[[ Data shown open ]]

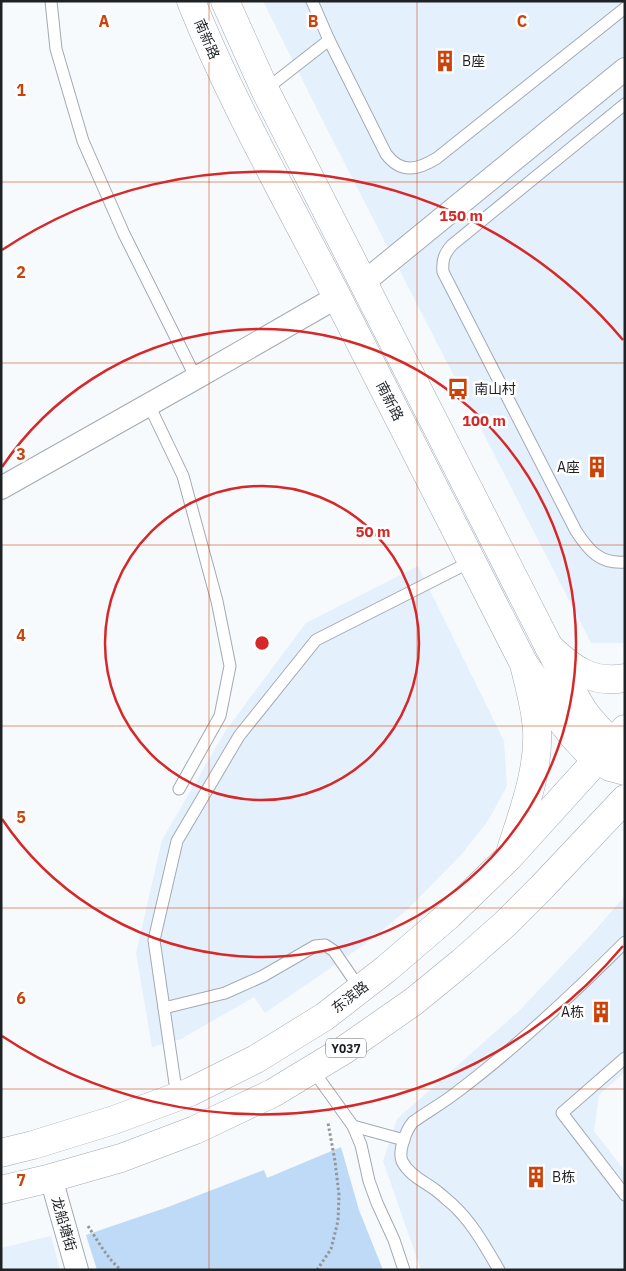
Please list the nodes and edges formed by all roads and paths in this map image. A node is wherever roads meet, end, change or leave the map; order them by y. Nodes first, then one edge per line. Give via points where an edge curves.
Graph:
1 (51, 1) edge
2 (191, 1) edge
3 (225, 1) edge
4 (312, 1) edge
5 (625, 8) edge
6 (329, 40) junction
7 (625, 69) edge
8 (265, 90) junction
9 (625, 104) edge
10 (363, 283) junction
11 (337, 297) junction
12 (196, 378) junction
13 (149, 405) junction
14 (1, 488) edge
15 (472, 561) junction
16 (625, 562) edge
17 (549, 647) junction
18 (524, 664) junction
19 (625, 678) edge
20 (615, 747) edge
21 (625, 771) edge
22 (179, 788) dead end
23 (625, 799) edge
24 (508, 858) junction
25 (625, 942) edge
26 (360, 989) junction
27 (164, 1008) junction
28 (625, 1058) edge
29 (312, 1069) junction
30 (177, 1097) junction
31 (328, 1122) dead end
32 (354, 1126) junction
33 (404, 1140) junction
34 (1, 1152) edge
35 (51, 1178) junction
36 (1, 1190) edge
37 (625, 1195) edge
38 (84, 1219) dead end
39 (77, 1270) edge
40 (120, 1270) edge
41 (317, 1270) edge
42 (404, 1270) edge
43 (499, 1270) edge

1 - 12 lane via 56,49 83,141 124,234
2 - 11 main road, 南新路 via 232,95
3 - 8 main road, 南新路
4 - 6 lane
5 - 6 lane via 437,158 412,168 397,166 386,154
6 - 8 lane
7 - 10 street
8 - 10 main road, 南新路
9 - 16 lane via 452,245 442,263 443,272 576,532 597,556 614,563
10 - 17 main road, 南新路
11 - 12 street
11 - 15 main road, 南新路
12 - 13 street
13 - 14 street
13 - 22 lane via 183,476 217,601 230,666 220,716
15 - 18 main road, 南新路
15 - 27 lane via 316,640 239,736 177,841 154,940
17 - 19 main road via 579,672 615,680
17 - 20 main road, 南新路 via 586,714
18 - 20 main road, 南新路 via 568,730 587,751
18 - 24 main road via 535,709 536,758
20 - 21 main road, 南新路 via 610,766
20 - 24 main road, 东滨路 / Y037
23 - 29 main road, Y037 via 505,924 462,962 413,1002
24 - 26 main road, 东滨路 / Y037 via 449,915
25 - 33 lane via 512,1048 456,1093 413,1122
26 - 27 lane via 334,951 325,945 315,946 263,976 225,993
26 - 30 main road, 东滨路 / Y037 via 324,1017 256,1059
27 - 30 lane
28 - 37 lane via 562,1113
29 - 32 lane
29 - 35 main road, Y037 via 273,1093 195,1130 121,1158
30 - 34 main road, 东滨路 / Y037 via 114,1120
31 - 41 path via 339,1195 338,1221 331,1249
32 - 33 lane
32 - 42 lane via 369,1181
33 - 43 lane via 400,1153 404,1164 452,1204 470,1224
35 - 36 main road, Y037
35 - 39 street, 龙船塘街
38 - 40 path

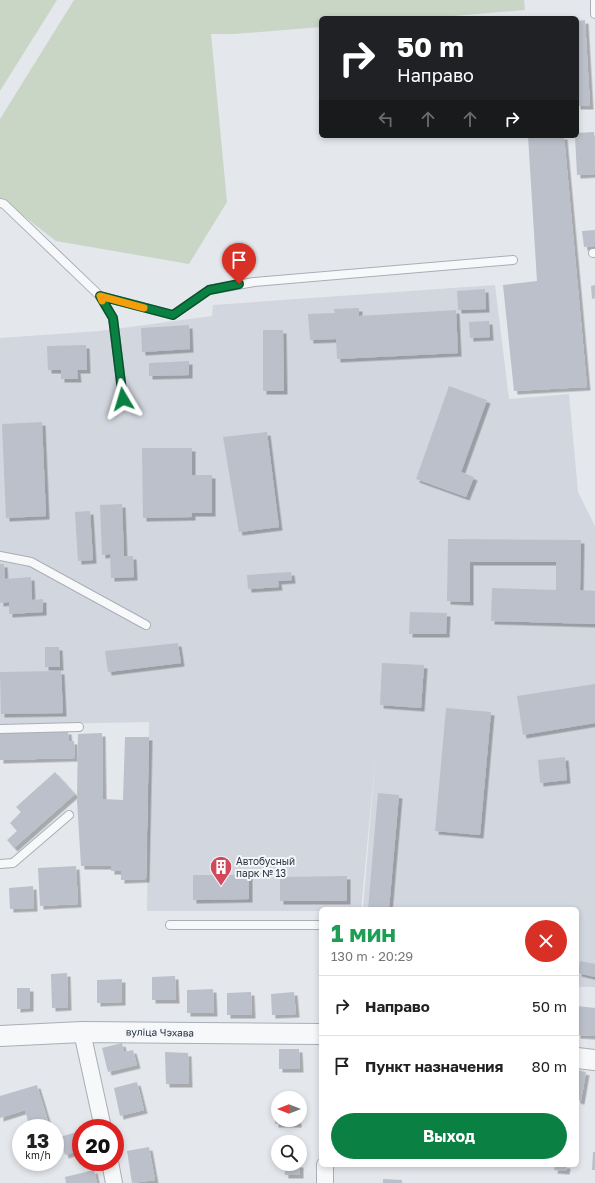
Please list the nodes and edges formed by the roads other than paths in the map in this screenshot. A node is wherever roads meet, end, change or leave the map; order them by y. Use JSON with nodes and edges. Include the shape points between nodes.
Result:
{"nodes":[{"id":1,"x":595,"y":0,"type":"edge"},
{"id":2,"x":595,"y":14,"type":"edge"},
{"id":3,"x":0,"y":203,"type":"edge"},
{"id":4,"x":513,"y":260,"type":"dead end"},
{"id":5,"x":100,"y":296,"type":"junction"},
{"id":6,"x":123,"y":399,"type":"dead end"},
{"id":7,"x":0,"y":556,"type":"edge"},
{"id":8,"x":146,"y":625,"type":"dead end"},
{"id":9,"x":79,"y":727,"type":"dead end"},
{"id":10,"x":0,"y":729,"type":"edge"},
{"id":11,"x":69,"y":815,"type":"dead end"},
{"id":12,"x":0,"y":864,"type":"edge"},
{"id":13,"x":170,"y":925,"type":"dead end"},
{"id":14,"x":319,"y":925,"type":"edge"},
{"id":15,"x":82,"y":1032,"type":"junction"},
{"id":16,"x":319,"y":1034,"type":"edge"},
{"id":17,"x":0,"y":1036,"type":"edge"},
{"id":18,"x":579,"y":1058,"type":"edge"},
{"id":19,"x":595,"y":1060,"type":"edge"},
{"id":20,"x":100,"y":1119,"type":"edge"},
{"id":21,"x":326,"y":1167,"type":"edge"},
{"id":22,"x":112,"y":1171,"type":"edge"},
{"id":23,"x":114,"y":1183,"type":"edge"},
{"id":24,"x":325,"y":1183,"type":"edge"}],
"edges":[{"from":1,"to":2,"type":"lane"},
{"from":3,"to":5,"type":"lane"},
{"from":4,"to":5,"type":"lane","via":[[254,282],[209,290],[173,315]]},
{"from":5,"to":6,"type":"lane","via":[[113,318]]},
{"from":7,"to":8,"type":"lane","via":[[31,562]]},
{"from":9,"to":10,"type":"lane"},
{"from":11,"to":12,"type":"lane","via":[[13,863]]},
{"from":13,"to":14,"type":"lane"},
{"from":15,"to":16,"type":"street","name":"вуліца Чэхава"},
{"from":15,"to":17,"type":"street","name":"вуліца Чэхава"},
{"from":15,"to":20,"type":"street"},
{"from":18,"to":19,"type":"street"},
{"from":21,"to":24,"type":"street"},
{"from":22,"to":23,"type":"street"}]}
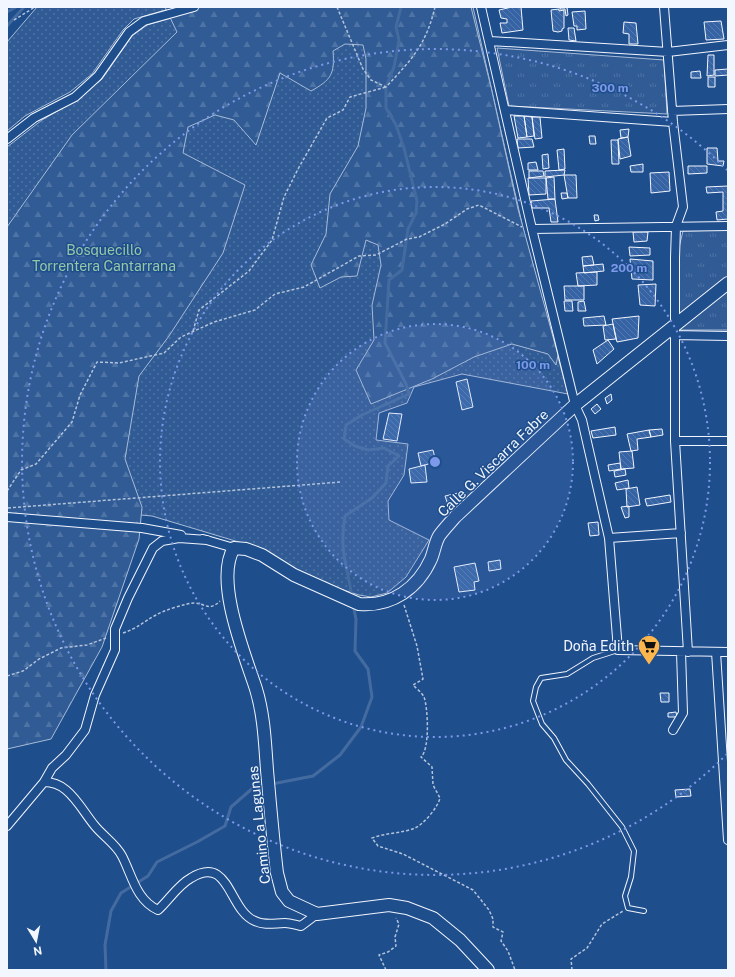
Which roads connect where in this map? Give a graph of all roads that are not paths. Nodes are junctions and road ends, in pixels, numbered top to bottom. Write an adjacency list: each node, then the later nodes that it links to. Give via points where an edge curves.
1 (194, 7): 11 (street, via 144,21 129,32 98,76 75,97 34,118)
2 (481, 7): 4 (street)
3 (664, 7): 6 (street)
4 (490, 41): 6 (street); 8 (street)
5 (728, 45): 6 (street)
6 (668, 52): 9 (street)
7 (728, 109): 9 (street)
8 (505, 110): 10 (street); 14 (street)
9 (672, 111): 10 (street)
10 (672, 122): 12 (street, via 683,207)
11 (7, 139)
12 (676, 226): 13 (street); 14 (street); 16 (street)
13 (728, 226)
14 (532, 229): 18 (street)
15 (728, 283): 16 (street, Calle G. Viscarra Fabre)
16 (674, 330): 17 (street); 18 (street, Calle G. Viscarra Fabre); 19 (street)
17 (728, 336)
18 (575, 405): 23 (street, via 582,420); 25 (street, Calle G. Viscarra Fabre, via 455,517 439,536 422,576 402,595 388,602 370,605 347,600 294,575 262,555)
19 (675, 441): 20 (street); 22 (street)
20 (728, 441)
21 (7, 517): 24 (street, via 142,528)
22 (681, 533): 23 (street); 27 (street)
23 (609, 538): 26 (street)
24 (207, 540): 25 (street); 31 (street, via 179,538 162,541 153,548 115,629 115,650 95,695 85,730 66,755 52,768)
25 (234, 548): 35 (street, Camino a Lagunas, via 229,556 229,592 240,644 263,720 277,874 282,892 289,901)
26 (618, 650): 27 (street); 34 (lane, via 593,658 567,674 541,678 533,701 542,724 554,738 566,760 622,826 634,851 631,877 625,896 628,908)
27 (685, 652): 28 (street); 30 (street, via 683,713)
28 (716, 652): 29 (street); 33 (street)
29 (728, 652)
30 (673, 730)
31 (44, 782): 32 (street); 35 (street, via 55,782 75,799 95,826 122,855 131,880 149,906 158,910 191,878 208,871 218,874 243,914 255,922 301,926)
32 (7, 826)
33 (728, 840)
34 (644, 911)
35 (317, 914): 36 (street, via 389,906 407,908 433,918 460,940)
36 (488, 970)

[[ Data shown closed ]]

Exercise goal: Write out every entry above exactly, minus the pictures.

Output:
Please list the nodes and edges formed by all roads and paths in this map image. A node is wherever roads meet, end, change or leave the map; order them by y. Nodes first, then one edge per line. Give via points where an edge curves.
Graph:
1 (51, 1) edge
2 (191, 1) edge
3 (225, 1) edge
4 (312, 1) edge
5 (625, 8) edge
6 (329, 40) junction
7 (625, 69) edge
8 (265, 90) junction
9 (625, 104) edge
10 (363, 283) junction
11 (337, 297) junction
12 (196, 378) junction
13 (149, 405) junction
14 (1, 488) edge
15 (472, 561) junction
16 (625, 562) edge
17 (549, 647) junction
18 (524, 664) junction
19 (625, 678) edge
20 (615, 747) edge
21 (625, 771) edge
22 (179, 788) dead end
23 (625, 799) edge
24 (508, 858) junction
25 (625, 942) edge
26 (360, 989) junction
27 (164, 1008) junction
28 (625, 1058) edge
29 (312, 1069) junction
30 (177, 1097) junction
31 (328, 1122) dead end
32 (354, 1126) junction
33 (404, 1140) junction
34 (1, 1152) edge
35 (51, 1178) junction
36 (1, 1190) edge
37 (625, 1195) edge
38 (84, 1219) dead end
39 (77, 1270) edge
40 (120, 1270) edge
41 (317, 1270) edge
42 (404, 1270) edge
43 (499, 1270) edge

1 - 12 lane via 56,49 83,141 124,234
2 - 11 main road, 南新路 via 232,95
3 - 8 main road, 南新路
4 - 6 lane
5 - 6 lane via 437,158 412,168 397,166 386,154
6 - 8 lane
7 - 10 street
8 - 10 main road, 南新路
9 - 16 lane via 452,245 442,263 443,272 576,532 597,556 614,563
10 - 17 main road, 南新路
11 - 12 street
11 - 15 main road, 南新路
12 - 13 street
13 - 14 street
13 - 22 lane via 183,476 217,601 230,666 220,716
15 - 18 main road, 南新路
15 - 27 lane via 316,640 239,736 177,841 154,940
17 - 19 main road via 579,672 615,680
17 - 20 main road, 南新路 via 586,714
18 - 20 main road, 南新路 via 568,730 587,751
18 - 24 main road via 535,709 536,758
20 - 21 main road, 南新路 via 610,766
20 - 24 main road, 东滨路 / Y037
23 - 29 main road, Y037 via 505,924 462,962 413,1002
24 - 26 main road, 东滨路 / Y037 via 449,915
25 - 33 lane via 512,1048 456,1093 413,1122
26 - 27 lane via 334,951 325,945 315,946 263,976 225,993
26 - 30 main road, 东滨路 / Y037 via 324,1017 256,1059
27 - 30 lane
28 - 37 lane via 562,1113
29 - 32 lane
29 - 35 main road, Y037 via 273,1093 195,1130 121,1158
30 - 34 main road, 东滨路 / Y037 via 114,1120
31 - 41 path via 339,1195 338,1221 331,1249
32 - 33 lane
32 - 42 lane via 369,1181
33 - 43 lane via 400,1153 404,1164 452,1204 470,1224
35 - 36 main road, Y037
35 - 39 street, 龙船塘街
38 - 40 path

Please list the nodes and edges formed by the roads other than paths in the map in this screenshot. A node is wherever roads meet, end, change or leave the map; order them by y. Use JSON with nodes and edges. Include the shape points between nodes.
Result:
{"nodes":[{"id":1,"x":595,"y":0,"type":"edge"},
{"id":2,"x":595,"y":14,"type":"edge"},
{"id":3,"x":0,"y":203,"type":"edge"},
{"id":4,"x":513,"y":260,"type":"dead end"},
{"id":5,"x":100,"y":296,"type":"junction"},
{"id":6,"x":123,"y":399,"type":"dead end"},
{"id":7,"x":0,"y":556,"type":"edge"},
{"id":8,"x":146,"y":625,"type":"dead end"},
{"id":9,"x":79,"y":727,"type":"dead end"},
{"id":10,"x":0,"y":729,"type":"edge"},
{"id":11,"x":69,"y":815,"type":"dead end"},
{"id":12,"x":0,"y":864,"type":"edge"},
{"id":13,"x":170,"y":925,"type":"dead end"},
{"id":14,"x":319,"y":925,"type":"edge"},
{"id":15,"x":82,"y":1032,"type":"junction"},
{"id":16,"x":319,"y":1034,"type":"edge"},
{"id":17,"x":0,"y":1036,"type":"edge"},
{"id":18,"x":579,"y":1058,"type":"edge"},
{"id":19,"x":595,"y":1060,"type":"edge"},
{"id":20,"x":100,"y":1119,"type":"edge"},
{"id":21,"x":326,"y":1167,"type":"edge"},
{"id":22,"x":112,"y":1171,"type":"edge"},
{"id":23,"x":114,"y":1183,"type":"edge"},
{"id":24,"x":325,"y":1183,"type":"edge"}],
"edges":[{"from":1,"to":2,"type":"lane"},
{"from":3,"to":5,"type":"lane"},
{"from":4,"to":5,"type":"lane","via":[[254,282],[209,290],[173,315]]},
{"from":5,"to":6,"type":"lane","via":[[113,318]]},
{"from":7,"to":8,"type":"lane","via":[[31,562]]},
{"from":9,"to":10,"type":"lane"},
{"from":11,"to":12,"type":"lane","via":[[13,863]]},
{"from":13,"to":14,"type":"lane"},
{"from":15,"to":16,"type":"street","name":"вуліца Чэхава"},
{"from":15,"to":17,"type":"street","name":"вуліца Чэхава"},
{"from":15,"to":20,"type":"street"},
{"from":18,"to":19,"type":"street"},
{"from":21,"to":24,"type":"street"},
{"from":22,"to":23,"type":"street"}]}
Which roads connect where in this map? Give a graph of all roads that are not paths. Nodes are junctions and road ends, in pixels, numbered top to bottom. Write an adjacency list: each node, then the later nodes that it links to. Give via points where an edge curves.
1 (194, 7): 11 (street, via 144,21 129,32 98,76 75,97 34,118)
2 (481, 7): 4 (street)
3 (664, 7): 6 (street)
4 (490, 41): 6 (street); 8 (street)
5 (728, 45): 6 (street)
6 (668, 52): 9 (street)
7 (728, 109): 9 (street)
8 (505, 110): 10 (street); 14 (street)
9 (672, 111): 10 (street)
10 (672, 122): 12 (street, via 683,207)
11 (7, 139)
12 (676, 226): 13 (street); 14 (street); 16 (street)
13 (728, 226)
14 (532, 229): 18 (street)
15 (728, 283): 16 (street, Calle G. Viscarra Fabre)
16 (674, 330): 17 (street); 18 (street, Calle G. Viscarra Fabre); 19 (street)
17 (728, 336)
18 (575, 405): 23 (street, via 582,420); 25 (street, Calle G. Viscarra Fabre, via 455,517 439,536 422,576 402,595 388,602 370,605 347,600 294,575 262,555)
19 (675, 441): 20 (street); 22 (street)
20 (728, 441)
21 (7, 517): 24 (street, via 142,528)
22 (681, 533): 23 (street); 27 (street)
23 (609, 538): 26 (street)
24 (207, 540): 25 (street); 31 (street, via 179,538 162,541 153,548 115,629 115,650 95,695 85,730 66,755 52,768)
25 (234, 548): 35 (street, Camino a Lagunas, via 229,556 229,592 240,644 263,720 277,874 282,892 289,901)
26 (618, 650): 27 (street); 34 (lane, via 593,658 567,674 541,678 533,701 542,724 554,738 566,760 622,826 634,851 631,877 625,896 628,908)
27 (685, 652): 28 (street); 30 (street, via 683,713)
28 (716, 652): 29 (street); 33 (street)
29 (728, 652)
30 (673, 730)
31 (44, 782): 32 (street); 35 (street, via 55,782 75,799 95,826 122,855 131,880 149,906 158,910 191,878 208,871 218,874 243,914 255,922 301,926)
32 (7, 826)
33 (728, 840)
34 (644, 911)
35 (317, 914): 36 (street, via 389,906 407,908 433,918 460,940)
36 (488, 970)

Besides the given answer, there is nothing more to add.